CLIENT ALERT: SEC Amends $1 Million Net Worth Standard for Accredited Investors in Accordance with the Dodd-Frank Act
On December 21, 2011, the Securities and Exchange Commission (the “SEC”) amended its rules to exclude the value of an individual’s primary residence from net worth calculations used to determine whether an individual may invest in certain unregistered securities offerings, such as private placements. The changes were made to conform the SEC’s definition of “accredited investor” to the net worth standard that became effective upon passage of the Dodd-Frank Wall Street Reform and Consumer Protection Act (the “Dodd-Frank Act”) on July 21, 2010. The amendments will become effective in February 2012.
SEC rules permit certain private and limited offerings to be made without registration, and without requiring specified disclosures, if sales are made only to “accredited investors.” One way individuals may qualify as accredited investors is by having a net worth, alone or together with their spouse, of at least $1 million.
When the Dodd-Frank Act was enacted on July 21, 2010, the value of an individual’s primary residence could no longer be counted as an asset when calculating net worth for the purpose of determining an individual’s accredited investor status. The amended rules conform to this standard. Accordingly, debt secured by a primary residence (up to the estimated fair market value of such residence) is not treated as a liability. However, any indebtedness secured by an individual’s primary residence in excess of the property’s estimated fair market value, i.e., an “underwater” mortgage, is treated as a liability.

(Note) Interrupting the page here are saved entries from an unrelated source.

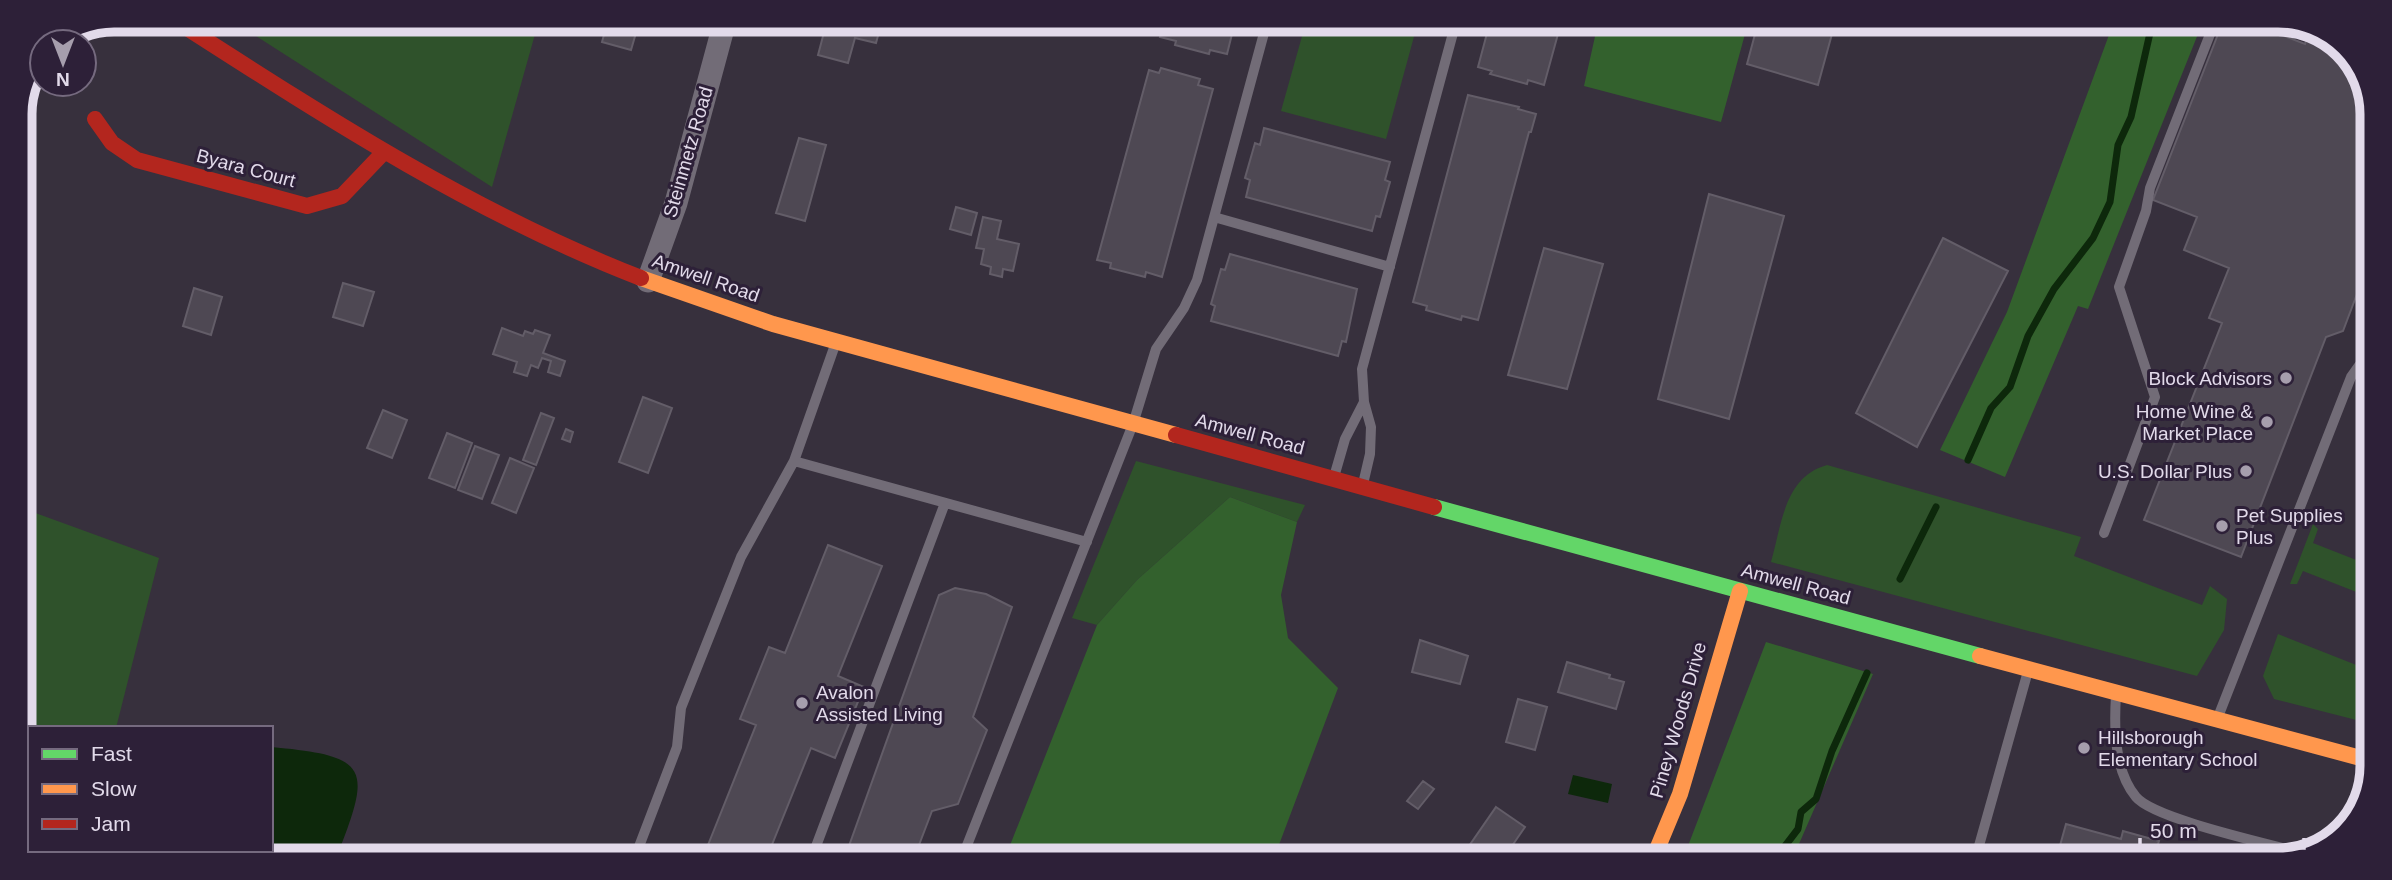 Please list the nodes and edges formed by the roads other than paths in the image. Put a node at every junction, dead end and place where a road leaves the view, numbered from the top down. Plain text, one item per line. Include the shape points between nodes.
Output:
1 (193, 32) edge
2 (722, 32) edge
3 (1264, 32) edge
4 (1453, 32) edge
5 (2211, 32) edge
6 (95, 119) dead end
7 (383, 153) junction
8 (1214, 218) junction
9 (1390, 267) junction
10 (648, 281) junction
11 (836, 343) junction
12 (2360, 364) edge
13 (1364, 402) junction
14 (1133, 424) junction
15 (794, 461) junction
16 (1334, 478) junction
17 (1363, 486) junction
18 (945, 503) junction
19 (2104, 533) dead end
20 (1087, 542) junction
21 (1740, 591) junction
22 (2029, 668) junction
23 (2116, 692) junction
24 (2218, 720) junction
25 (2360, 758) edge
26 (638, 848) edge
27 (815, 848) edge
28 (966, 848) edge
29 (1658, 848) edge
30 (1978, 848) edge
31 (2284, 848) edge

1 - 7 main road, Amwell Road
2 - 10 street, Steinmetz Road via 676,203
3 - 8 lane
4 - 9 lane
5 - 19 lane via 2150,188 2119,287 2155,397
6 - 7 main road, Byara Court via 112,143 137,160 307,206 328,206 342,198
7 - 10 main road, Amwell Road via 512,222
8 - 9 lane
8 - 14 lane via 1197,280 1156,349
9 - 13 lane via 1362,369
10 - 11 main road, Amwell Road
11 - 14 main road, Amwell Road
11 - 15 lane
12 - 24 lane via 2351,377
13 - 16 lane via 1345,439
13 - 17 lane via 1371,427
14 - 16 main road, Amwell Road
14 - 20 lane
15 - 18 lane
15 - 26 lane via 741,556 681,708 677,747
16 - 17 main road, Amwell Road
17 - 21 main road, Amwell Road
18 - 20 lane
18 - 27 lane
20 - 28 lane
21 - 22 main road, Amwell Road
21 - 29 main road, Piney Woods Drive via 1679,801
22 - 23 main road, Amwell Road
22 - 30 lane
23 - 24 main road, Amwell Road
23 - 31 lane via 2119,752 2125,780 2137,799 2164,814
24 - 25 main road, Amwell Road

Any additional debt secured by the primary residence that is incurred within 60 days prior to the sale of securities for which an exemption from registration is being sought also will be treated as a liability in order to prevent artificial inflation of an individual’s net worth prior to such sale. The estimate of fair market value of an individual’s primary residence does not require a third party opinion on valuation.

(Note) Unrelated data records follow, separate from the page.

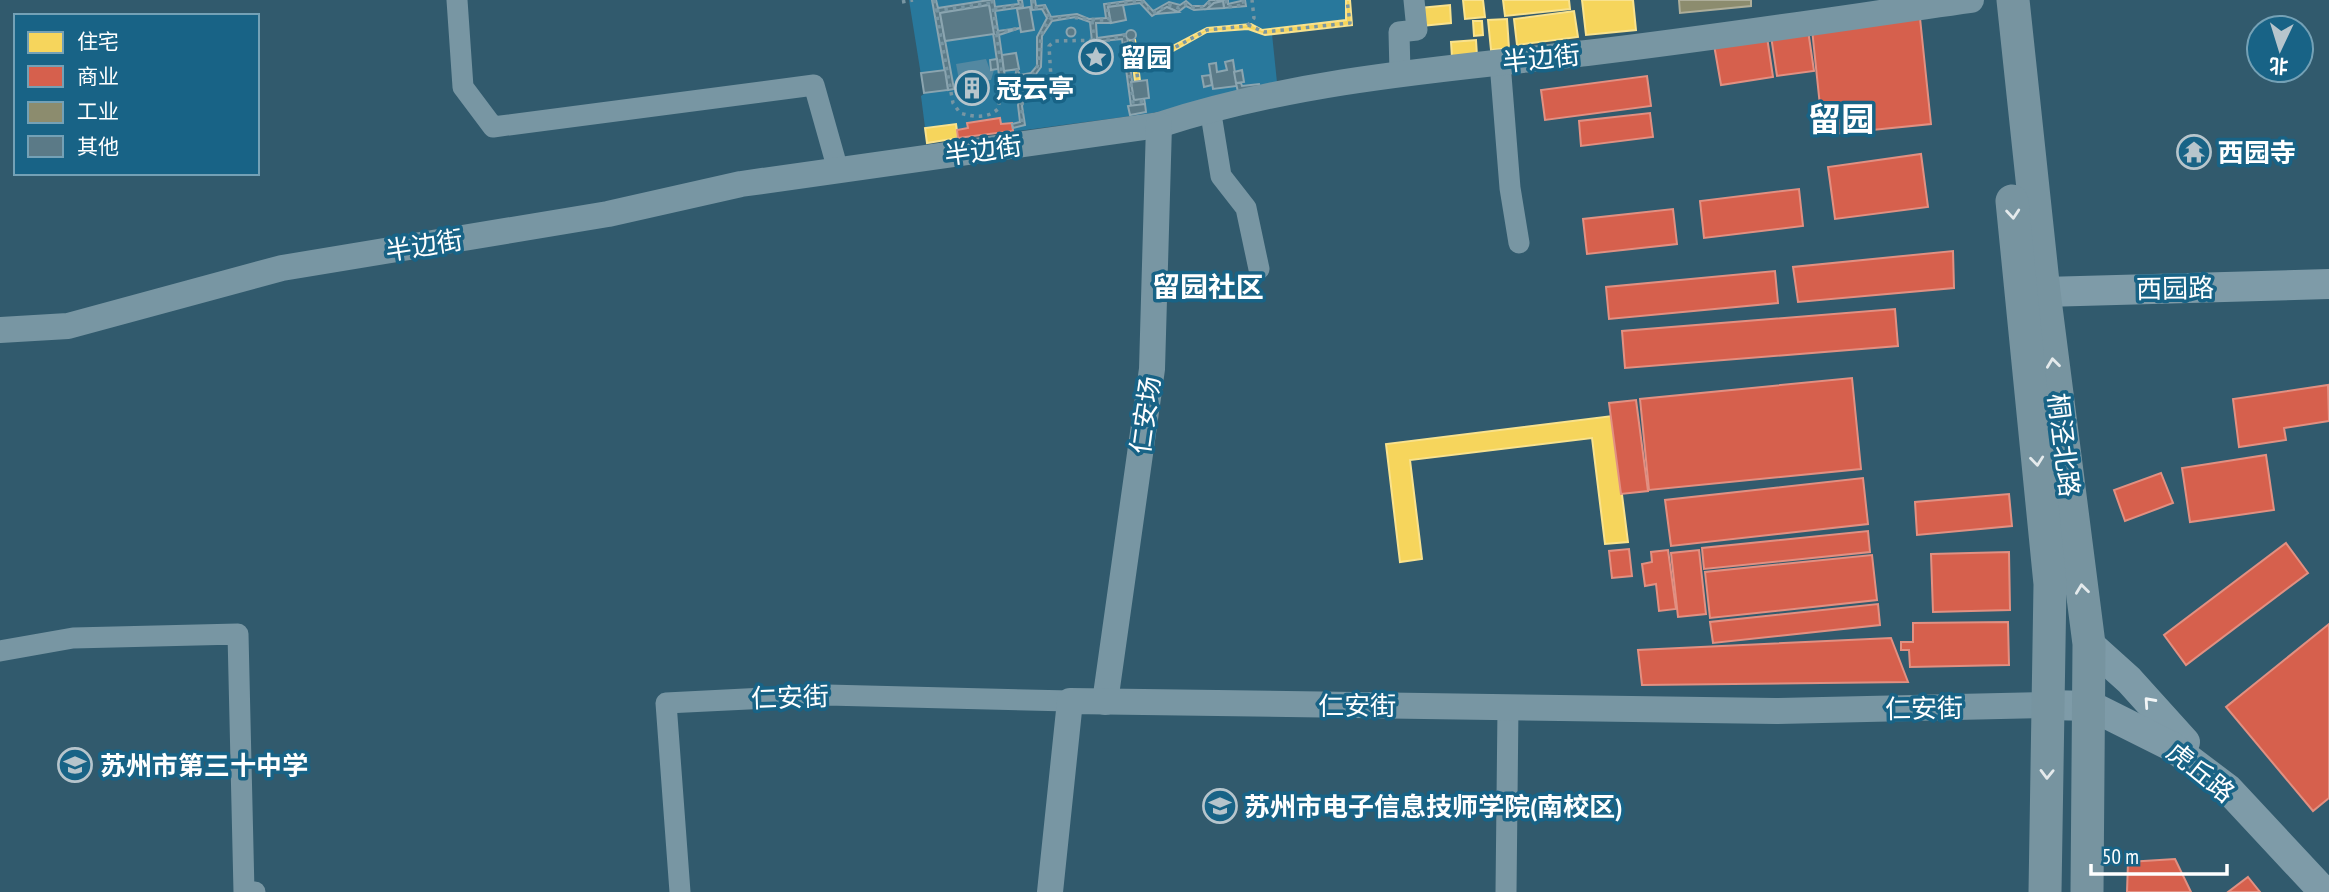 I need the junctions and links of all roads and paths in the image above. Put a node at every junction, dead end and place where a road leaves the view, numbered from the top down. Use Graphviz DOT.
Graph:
graph roads {
  1 [pos="457,0"];
  2 [pos="914,0"];
  3 [pos="934,0"];
  4 [pos="1021,0"];
  5 [pos="1033,0"];
  6 [pos="1216,0"];
  7 [pos="1226,0"];
  8 [pos="1243,0"];
  9 [pos="1252,0"];
  10 [pos="1347,0"];
  11 [pos="1413,0"];
  12 [pos="1970,0"];
  13 [pos="1993,0"];
  14 [pos="2014,0"];
  15 [pos="902,2"];
  16 [pos="992,4"];
  17 [pos="936,11"];
  18 [pos="1050,19"];
  19 [pos="1092,21"];
  20 [pos="1248,25"];
  21 [pos="1020,29"];
  22 [pos="996,33"];
  23 [pos="1094,40"];
  24 [pos="1133,40"];
  25 [pos="1134,54"];
  26 [pos="1500,63"];
  27 [pos="1017,69"];
  28 [pos="1400,73"];
  29 [pos="1016,78"];
  30 [pos="1003,80"];
  31 [pos="1138,81"];
  32 [pos="1022,100"];
  33 [pos="1144,101"];
  34 [pos="1210,108"];
  35 [pos="1159,125"];
  36 [pos="1013,126"];
  37 [pos="838,170"];
  38 [pos="1519,243"];
  39 [pos="1259,269"];
  40 [pos="2329,284"];
  41 [pos="2033,294"];
  42 [pos="0,331"];
  43 [pos="2090,644"];
  44 [pos="0,651"];
  45 [pos="1070,701"];
  46 [pos="1105,702"];
  47 [pos="2048,705"];
  48 [pos="1508,706"];
  49 [pos="2091,706"];
  50 [pos="2228,789"];
  51 [pos="255,892"];
  52 [pos="680,892"];
  53 [pos="1050,892"];
  54 [pos="1506,892"];
  55 [pos="2045,892"];
  56 [pos="2087,892"];
  57 [pos="2324,892"];
  1 -- 37 [label="street"];
  2 -- 15 [label="path"];
  3 -- 17 [label="path"];
  4 -- 16 [label="path"];
  5 -- 18 [label="path"];
  6 -- 19 [label="path"];
  7 -- 8 [label="path"];
  9 -- 20 [label="path"];
  10 -- 20 [label="path"];
  11 -- 28 [label="street"];
  12 -- 26 [label="street, 半边街"];
  13 -- 41 [label="main road, 桐泾北路, one-way"];
  14 -- 41 [label="main road, 桐泾北路"];
  16 -- 17 [label="path"];
  16 -- 22 [label="path"];
  17 -- 30 [label="path"];
  18 -- 19 [label="path"];
  18 -- 29 [label="path"];
  19 -- 23 [label="path"];
  20 -- 25 [label="path"];
  21 -- 22 [label="path"];
  22 -- 30 [label="path"];
  23 -- 32 [label="path"];
  23 -- 33 [label="path"];
  24 -- 25 [label="path"];
  25 -- 31 [label="path"];
  26 -- 28 [label="street, 半边街"];
  26 -- 38 [label="street"];
  27 -- 29 [label="path"];
  28 -- 34 [label="street, 半边街"];
  29 -- 30 [label="path"];
  29 -- 32 [label="path"];
  32 -- 36 [label="path"];
  34 -- 35 [label="street, 半边街"];
  34 -- 39 [label="street"];
  35 -- 37 [label="street, 半边街"];
  35 -- 46 [label="street, 仁安场"];
  37 -- 42 [label="street, 半边街"];
  40 -- 41 [label="main road, 西园路"];
  43 -- 41 [label="main road, 桐泾北路, one-way"];
  41 -- 47 [label="main road, 桐泾北路, one-way"];
  43 -- 49 [label="main road, 桐泾北路"];
  50 -- 43 [label="main road, one-way"];
  44 -- 51 [label="street"];
  45 -- 46 [label="street, 仁安街"];
  45 -- 52 [label="street, 仁安街"];
  45 -- 53 [label="street"];
  46 -- 48 [label="street, 仁安街"];
  47 -- 48 [label="street, 仁安街"];
  47 -- 49 [label="main road, 虎丘路"];
  47 -- 55 [label="main road, 桐泾北路, one-way"];
  48 -- 54 [label="street"];
  49 -- 50 [label="main road, 虎丘路"];
  49 -- 56 [label="main road, 桐泾北路"];
  50 -- 57 [label="main road, 虎丘路"];
}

The SEC also adopted a grandfather provision to enable individuals who qualified as accredited investors under the net worth standard that was in effect on July 20, 2010 to make follow-on investments in limited circumstances.
Beginning in 2014, and every four years thereafter, the Dodd-Frank Act requires the SEC to review the “accredited investor” definition in its entirety and to engage in further rulemaking to the extent it deems appropriate.